Each state government department has its own administrative divisions, usually all functioning at the district level. Other divisions include police districts and education districts. A police district is usually coterminous with a district or within a district.

==Revenue divisions==
On the basis of geographical, historical and cultural similarities, the districts are generally grouped into North Kerala, Central Kerala and South Kerala.

Revenue administrative units in Kerala include the district, revenue division, taluk, and revenue village. This hierarchical structure is primarily focused on land revenue collection and management of land-related records and taxes.

=== Districts ===

The state is divided into 14 districts. These districts are the pivotal administrative divisions of the state, serving as centers for revenue and general administration. The name and headquarters of each district are usually the major city or town, with the exception of Wayanad district, which is headquartered in Kalpetta. The Collectorate plays a pivotal role as the seat of district administration.

Each district is headed by a District Collector (an IAS officer), who also serves as District Magistrate, District Election Officer, and other roles. The Collector oversees land revenue administration and is assisted by deputy collectors.

=== Revenue divisions ===

These 14 districts are further divided into revenue divisions. There are total 27 revenue divisions in Kerala. Each revenue division contains several taluks within its jurisdiction for revenue administration. Each revenue division has a Revenue Divisional Office, headed by Revenue Divisional Officer/Sub Collector (RDO), who is also the Sub Divisional Magistrate.

=== Taluks ===

There are 78 taluks in Kerala. A taluk (also known as sub-district) is the administrative level below of a district. A taluk consists of several revenue villages under its jurisdiction and has a Taluk office headed by a Tehsildar. The functions of the taluk office include land revenue administration, election oversight, executive magisterial duties, and disaster management.

=== Revenue villages ===
There are 1670 revenue villages in total. Each has a Village Office, headed by Village Officer. It's the primary level of land revenue administration.

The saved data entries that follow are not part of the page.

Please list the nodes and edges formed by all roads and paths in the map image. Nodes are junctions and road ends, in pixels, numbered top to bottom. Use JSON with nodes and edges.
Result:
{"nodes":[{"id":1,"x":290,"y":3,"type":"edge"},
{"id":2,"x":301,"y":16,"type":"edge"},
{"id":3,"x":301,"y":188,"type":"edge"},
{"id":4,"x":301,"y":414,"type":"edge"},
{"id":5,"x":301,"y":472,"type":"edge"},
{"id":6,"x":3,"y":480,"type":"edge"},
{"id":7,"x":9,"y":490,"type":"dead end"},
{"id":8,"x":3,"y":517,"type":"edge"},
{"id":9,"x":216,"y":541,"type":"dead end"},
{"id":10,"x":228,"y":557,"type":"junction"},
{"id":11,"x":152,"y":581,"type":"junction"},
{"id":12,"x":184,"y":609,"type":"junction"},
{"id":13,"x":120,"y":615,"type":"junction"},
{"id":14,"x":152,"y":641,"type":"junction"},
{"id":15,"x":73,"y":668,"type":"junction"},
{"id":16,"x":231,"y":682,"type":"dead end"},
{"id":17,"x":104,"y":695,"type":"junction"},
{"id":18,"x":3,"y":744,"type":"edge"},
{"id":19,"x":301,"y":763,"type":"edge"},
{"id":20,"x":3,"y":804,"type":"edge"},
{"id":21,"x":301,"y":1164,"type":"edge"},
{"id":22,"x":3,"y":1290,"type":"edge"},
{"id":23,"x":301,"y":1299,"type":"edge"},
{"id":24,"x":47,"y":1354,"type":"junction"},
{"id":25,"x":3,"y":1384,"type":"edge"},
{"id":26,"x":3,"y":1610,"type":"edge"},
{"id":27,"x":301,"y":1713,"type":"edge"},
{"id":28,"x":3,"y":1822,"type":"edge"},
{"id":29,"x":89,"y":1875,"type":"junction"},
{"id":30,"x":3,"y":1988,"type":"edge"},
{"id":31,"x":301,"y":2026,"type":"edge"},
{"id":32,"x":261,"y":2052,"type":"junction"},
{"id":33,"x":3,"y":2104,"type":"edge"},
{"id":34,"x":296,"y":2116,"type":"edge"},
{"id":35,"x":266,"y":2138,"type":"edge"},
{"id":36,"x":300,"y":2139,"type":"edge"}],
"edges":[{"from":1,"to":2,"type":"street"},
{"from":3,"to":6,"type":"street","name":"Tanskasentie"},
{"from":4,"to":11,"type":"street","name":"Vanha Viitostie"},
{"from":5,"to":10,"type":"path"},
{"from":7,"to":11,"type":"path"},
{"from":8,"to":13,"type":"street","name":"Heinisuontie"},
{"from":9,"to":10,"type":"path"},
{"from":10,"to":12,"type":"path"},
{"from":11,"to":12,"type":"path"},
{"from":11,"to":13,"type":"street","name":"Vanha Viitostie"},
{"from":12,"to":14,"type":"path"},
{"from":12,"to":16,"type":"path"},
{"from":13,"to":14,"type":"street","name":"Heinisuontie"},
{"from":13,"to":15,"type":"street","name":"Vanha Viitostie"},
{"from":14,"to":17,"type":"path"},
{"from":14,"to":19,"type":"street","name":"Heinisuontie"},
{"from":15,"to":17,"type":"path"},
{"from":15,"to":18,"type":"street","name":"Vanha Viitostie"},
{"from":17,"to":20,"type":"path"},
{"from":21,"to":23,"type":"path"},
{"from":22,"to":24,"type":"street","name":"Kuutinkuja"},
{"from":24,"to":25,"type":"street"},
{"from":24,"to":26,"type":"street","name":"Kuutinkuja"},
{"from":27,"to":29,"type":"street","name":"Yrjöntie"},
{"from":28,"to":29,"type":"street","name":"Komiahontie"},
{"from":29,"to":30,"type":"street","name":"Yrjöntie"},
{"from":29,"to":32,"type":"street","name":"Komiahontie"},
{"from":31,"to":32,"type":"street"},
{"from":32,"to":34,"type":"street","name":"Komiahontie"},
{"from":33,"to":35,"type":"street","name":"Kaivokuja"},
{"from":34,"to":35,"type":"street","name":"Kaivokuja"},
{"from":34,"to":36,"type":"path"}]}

The village is divided into Amsoms and Desams for land tax administration.

==Geographical divisions==

Regional grouping of districts in Kerala

===North Kerala===
- Kasaragod
- Kannur
- Wayanad
- Kozhikode

===Central Kerala===
- Malappuram
- Palakkad
- Thrissur
- Ernakulam

===South Kerala===
- Idukki
- Kottayam
- Alappuzha
- Pathanamthitta
- Kollam
- Thiruvananthapuram
===Historical regions===
Reference:

| Historical region / Kingdom | Corresponding present-day districts |
|---|---|
| Travancore (Venad) | Thiruvananthapuram, Kollam, Pathanamthitta, Alappuzha, Kottayam, parts of Idukki |
| Cochin (Perumpadappu Swaroopam) | Thrissur, Ernakulam, parts of Alappuzha, parts of Idukki, parts of Palakkad |
| Malabar | Kasaragod, Kannur, Wayanad, Kozhikode, Malappuram, parts of Palakkad |

== Development divisions ==
Developmental administration in Kerala is carried out through blocks in rural areas. At the district level, district panchayats oversee rural governance. Each block comprises a set of grama panchayats.

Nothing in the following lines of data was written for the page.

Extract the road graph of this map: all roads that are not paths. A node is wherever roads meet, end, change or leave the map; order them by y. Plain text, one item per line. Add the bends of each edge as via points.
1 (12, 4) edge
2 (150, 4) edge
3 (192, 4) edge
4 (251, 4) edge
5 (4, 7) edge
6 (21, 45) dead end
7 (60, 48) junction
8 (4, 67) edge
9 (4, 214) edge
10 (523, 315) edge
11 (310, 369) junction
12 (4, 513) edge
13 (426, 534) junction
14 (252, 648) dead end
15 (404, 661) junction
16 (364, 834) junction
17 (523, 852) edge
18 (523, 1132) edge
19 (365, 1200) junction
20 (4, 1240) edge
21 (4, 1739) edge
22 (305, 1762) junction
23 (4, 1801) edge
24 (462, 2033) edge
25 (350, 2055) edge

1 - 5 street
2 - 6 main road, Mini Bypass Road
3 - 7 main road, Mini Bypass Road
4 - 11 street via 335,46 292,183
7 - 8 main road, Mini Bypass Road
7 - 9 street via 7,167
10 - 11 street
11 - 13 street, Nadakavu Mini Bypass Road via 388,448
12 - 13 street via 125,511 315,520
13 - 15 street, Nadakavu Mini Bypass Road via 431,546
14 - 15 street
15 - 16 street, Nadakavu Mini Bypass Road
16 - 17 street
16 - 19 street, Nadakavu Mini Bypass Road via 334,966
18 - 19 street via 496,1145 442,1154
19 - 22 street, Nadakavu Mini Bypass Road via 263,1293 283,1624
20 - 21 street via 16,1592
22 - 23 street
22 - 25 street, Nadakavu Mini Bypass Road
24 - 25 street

In urban areas, governance is handled by municipal corporations, municipalities, or town panchayats, depending on the size of the town.

=== Urban level ===
The state has 87 municipalities and 6 municipal corporations.

- List of urban local bodies in Kerala
- List of municipal corporations in Kerala

=== Rural level ===
The state has 941 gram panchayats, 152 block panchayats and 14 district panchayats for rural governance.

Kerala has 152 blocks (Community Development Blocks), each with a block panchayat that oversees rural development and governance.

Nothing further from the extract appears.